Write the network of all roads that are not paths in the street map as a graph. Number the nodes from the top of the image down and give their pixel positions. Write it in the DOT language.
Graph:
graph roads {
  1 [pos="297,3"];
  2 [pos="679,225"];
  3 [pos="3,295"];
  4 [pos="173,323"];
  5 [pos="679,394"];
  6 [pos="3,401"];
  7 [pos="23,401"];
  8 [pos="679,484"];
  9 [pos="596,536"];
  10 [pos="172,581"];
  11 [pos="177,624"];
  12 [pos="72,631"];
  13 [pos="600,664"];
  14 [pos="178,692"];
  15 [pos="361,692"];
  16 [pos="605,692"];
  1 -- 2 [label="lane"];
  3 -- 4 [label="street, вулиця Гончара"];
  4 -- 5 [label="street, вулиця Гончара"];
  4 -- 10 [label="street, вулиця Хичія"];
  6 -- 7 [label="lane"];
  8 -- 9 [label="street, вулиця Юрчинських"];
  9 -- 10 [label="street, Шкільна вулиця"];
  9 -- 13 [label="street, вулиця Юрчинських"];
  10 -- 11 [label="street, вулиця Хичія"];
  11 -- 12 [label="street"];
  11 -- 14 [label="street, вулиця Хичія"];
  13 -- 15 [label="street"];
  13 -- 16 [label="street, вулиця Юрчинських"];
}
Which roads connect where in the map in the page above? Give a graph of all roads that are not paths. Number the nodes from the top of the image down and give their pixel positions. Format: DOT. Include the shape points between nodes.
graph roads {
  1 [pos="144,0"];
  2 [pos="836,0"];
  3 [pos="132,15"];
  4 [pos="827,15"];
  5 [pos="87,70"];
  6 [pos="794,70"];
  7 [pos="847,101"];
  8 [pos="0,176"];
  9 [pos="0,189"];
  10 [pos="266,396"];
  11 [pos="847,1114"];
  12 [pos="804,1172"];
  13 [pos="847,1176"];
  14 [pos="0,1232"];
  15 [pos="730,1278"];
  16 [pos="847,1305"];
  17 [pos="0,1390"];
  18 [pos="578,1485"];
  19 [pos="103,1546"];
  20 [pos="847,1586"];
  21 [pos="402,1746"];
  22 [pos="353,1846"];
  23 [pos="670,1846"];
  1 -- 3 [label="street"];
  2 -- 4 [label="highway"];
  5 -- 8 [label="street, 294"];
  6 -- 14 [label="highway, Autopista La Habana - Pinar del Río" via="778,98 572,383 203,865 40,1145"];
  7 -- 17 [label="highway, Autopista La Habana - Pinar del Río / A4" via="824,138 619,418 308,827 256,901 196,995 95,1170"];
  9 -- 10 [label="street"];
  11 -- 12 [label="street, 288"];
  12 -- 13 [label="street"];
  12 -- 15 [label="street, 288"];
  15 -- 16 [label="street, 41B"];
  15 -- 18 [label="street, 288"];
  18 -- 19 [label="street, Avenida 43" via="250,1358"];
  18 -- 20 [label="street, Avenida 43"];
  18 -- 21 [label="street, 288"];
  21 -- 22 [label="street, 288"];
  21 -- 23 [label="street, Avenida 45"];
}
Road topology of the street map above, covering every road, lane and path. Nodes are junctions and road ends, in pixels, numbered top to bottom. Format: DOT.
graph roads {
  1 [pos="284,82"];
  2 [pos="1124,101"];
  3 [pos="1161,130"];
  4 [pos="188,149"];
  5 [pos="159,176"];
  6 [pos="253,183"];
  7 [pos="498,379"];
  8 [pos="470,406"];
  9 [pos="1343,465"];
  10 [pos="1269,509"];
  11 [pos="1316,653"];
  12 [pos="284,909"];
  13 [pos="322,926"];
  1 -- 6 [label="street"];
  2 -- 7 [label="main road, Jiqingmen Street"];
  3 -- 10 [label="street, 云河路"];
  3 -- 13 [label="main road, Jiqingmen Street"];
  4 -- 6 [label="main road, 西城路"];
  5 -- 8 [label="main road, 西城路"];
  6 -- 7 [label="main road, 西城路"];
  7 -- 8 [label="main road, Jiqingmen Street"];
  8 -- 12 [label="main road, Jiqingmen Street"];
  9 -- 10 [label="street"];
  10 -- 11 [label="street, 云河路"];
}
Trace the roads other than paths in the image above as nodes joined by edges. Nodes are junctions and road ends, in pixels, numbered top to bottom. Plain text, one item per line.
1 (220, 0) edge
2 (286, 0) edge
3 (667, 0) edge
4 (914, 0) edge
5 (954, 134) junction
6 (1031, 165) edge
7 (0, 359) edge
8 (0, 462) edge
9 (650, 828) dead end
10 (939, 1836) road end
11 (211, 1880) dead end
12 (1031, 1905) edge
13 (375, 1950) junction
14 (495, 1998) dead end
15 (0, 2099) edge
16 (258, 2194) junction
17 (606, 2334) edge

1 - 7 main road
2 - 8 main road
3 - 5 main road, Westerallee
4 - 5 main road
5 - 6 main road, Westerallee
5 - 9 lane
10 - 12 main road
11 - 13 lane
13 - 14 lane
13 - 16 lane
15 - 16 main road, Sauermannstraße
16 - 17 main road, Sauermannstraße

WHAT TO PRODUCE:
All of the records above need to be printed again exactly as they appear.

OUTPUT OF THE EXERCISE:
Write the network of all roads that are not paths in the street map as a graph. Number the nodes from the top of the image down and give their pixel positions. Write it in the DOT language.
Graph:
graph roads {
  1 [pos="297,3"];
  2 [pos="679,225"];
  3 [pos="3,295"];
  4 [pos="173,323"];
  5 [pos="679,394"];
  6 [pos="3,401"];
  7 [pos="23,401"];
  8 [pos="679,484"];
  9 [pos="596,536"];
  10 [pos="172,581"];
  11 [pos="177,624"];
  12 [pos="72,631"];
  13 [pos="600,664"];
  14 [pos="178,692"];
  15 [pos="361,692"];
  16 [pos="605,692"];
  1 -- 2 [label="lane"];
  3 -- 4 [label="street, вулиця Гончара"];
  4 -- 5 [label="street, вулиця Гончара"];
  4 -- 10 [label="street, вулиця Хичія"];
  6 -- 7 [label="lane"];
  8 -- 9 [label="street, вулиця Юрчинських"];
  9 -- 10 [label="street, Шкільна вулиця"];
  9 -- 13 [label="street, вулиця Юрчинських"];
  10 -- 11 [label="street, вулиця Хичія"];
  11 -- 12 [label="street"];
  11 -- 14 [label="street, вулиця Хичія"];
  13 -- 15 [label="street"];
  13 -- 16 [label="street, вулиця Юрчинських"];
}
Which roads connect where in the map in the page above? Give a graph of all roads that are not paths. Number the nodes from the top of the image down and give their pixel positions. Format: DOT. Include the shape points between nodes.
graph roads {
  1 [pos="144,0"];
  2 [pos="836,0"];
  3 [pos="132,15"];
  4 [pos="827,15"];
  5 [pos="87,70"];
  6 [pos="794,70"];
  7 [pos="847,101"];
  8 [pos="0,176"];
  9 [pos="0,189"];
  10 [pos="266,396"];
  11 [pos="847,1114"];
  12 [pos="804,1172"];
  13 [pos="847,1176"];
  14 [pos="0,1232"];
  15 [pos="730,1278"];
  16 [pos="847,1305"];
  17 [pos="0,1390"];
  18 [pos="578,1485"];
  19 [pos="103,1546"];
  20 [pos="847,1586"];
  21 [pos="402,1746"];
  22 [pos="353,1846"];
  23 [pos="670,1846"];
  1 -- 3 [label="street"];
  2 -- 4 [label="highway"];
  5 -- 8 [label="street, 294"];
  6 -- 14 [label="highway, Autopista La Habana - Pinar del Río" via="778,98 572,383 203,865 40,1145"];
  7 -- 17 [label="highway, Autopista La Habana - Pinar del Río / A4" via="824,138 619,418 308,827 256,901 196,995 95,1170"];
  9 -- 10 [label="street"];
  11 -- 12 [label="street, 288"];
  12 -- 13 [label="street"];
  12 -- 15 [label="street, 288"];
  15 -- 16 [label="street, 41B"];
  15 -- 18 [label="street, 288"];
  18 -- 19 [label="street, Avenida 43" via="250,1358"];
  18 -- 20 [label="street, Avenida 43"];
  18 -- 21 [label="street, 288"];
  21 -- 22 [label="street, 288"];
  21 -- 23 [label="street, Avenida 45"];
}
Road topology of the street map above, covering every road, lane and path. Nodes are junctions and road ends, in pixels, numbered top to bottom. Format: DOT.
graph roads {
  1 [pos="284,82"];
  2 [pos="1124,101"];
  3 [pos="1161,130"];
  4 [pos="188,149"];
  5 [pos="159,176"];
  6 [pos="253,183"];
  7 [pos="498,379"];
  8 [pos="470,406"];
  9 [pos="1343,465"];
  10 [pos="1269,509"];
  11 [pos="1316,653"];
  12 [pos="284,909"];
  13 [pos="322,926"];
  1 -- 6 [label="street"];
  2 -- 7 [label="main road, Jiqingmen Street"];
  3 -- 10 [label="street, 云河路"];
  3 -- 13 [label="main road, Jiqingmen Street"];
  4 -- 6 [label="main road, 西城路"];
  5 -- 8 [label="main road, 西城路"];
  6 -- 7 [label="main road, 西城路"];
  7 -- 8 [label="main road, Jiqingmen Street"];
  8 -- 12 [label="main road, Jiqingmen Street"];
  9 -- 10 [label="street"];
  10 -- 11 [label="street, 云河路"];
}
Trace the roads other than paths in the image above as nodes joined by edges. Nodes are junctions and road ends, in pixels, numbered top to bottom. Plain text, one item per line.
1 (220, 0) edge
2 (286, 0) edge
3 (667, 0) edge
4 (914, 0) edge
5 (954, 134) junction
6 (1031, 165) edge
7 (0, 359) edge
8 (0, 462) edge
9 (650, 828) dead end
10 (939, 1836) road end
11 (211, 1880) dead end
12 (1031, 1905) edge
13 (375, 1950) junction
14 (495, 1998) dead end
15 (0, 2099) edge
16 (258, 2194) junction
17 (606, 2334) edge

1 - 7 main road
2 - 8 main road
3 - 5 main road, Westerallee
4 - 5 main road
5 - 6 main road, Westerallee
5 - 9 lane
10 - 12 main road
11 - 13 lane
13 - 14 lane
13 - 16 lane
15 - 16 main road, Sauermannstraße
16 - 17 main road, Sauermannstraße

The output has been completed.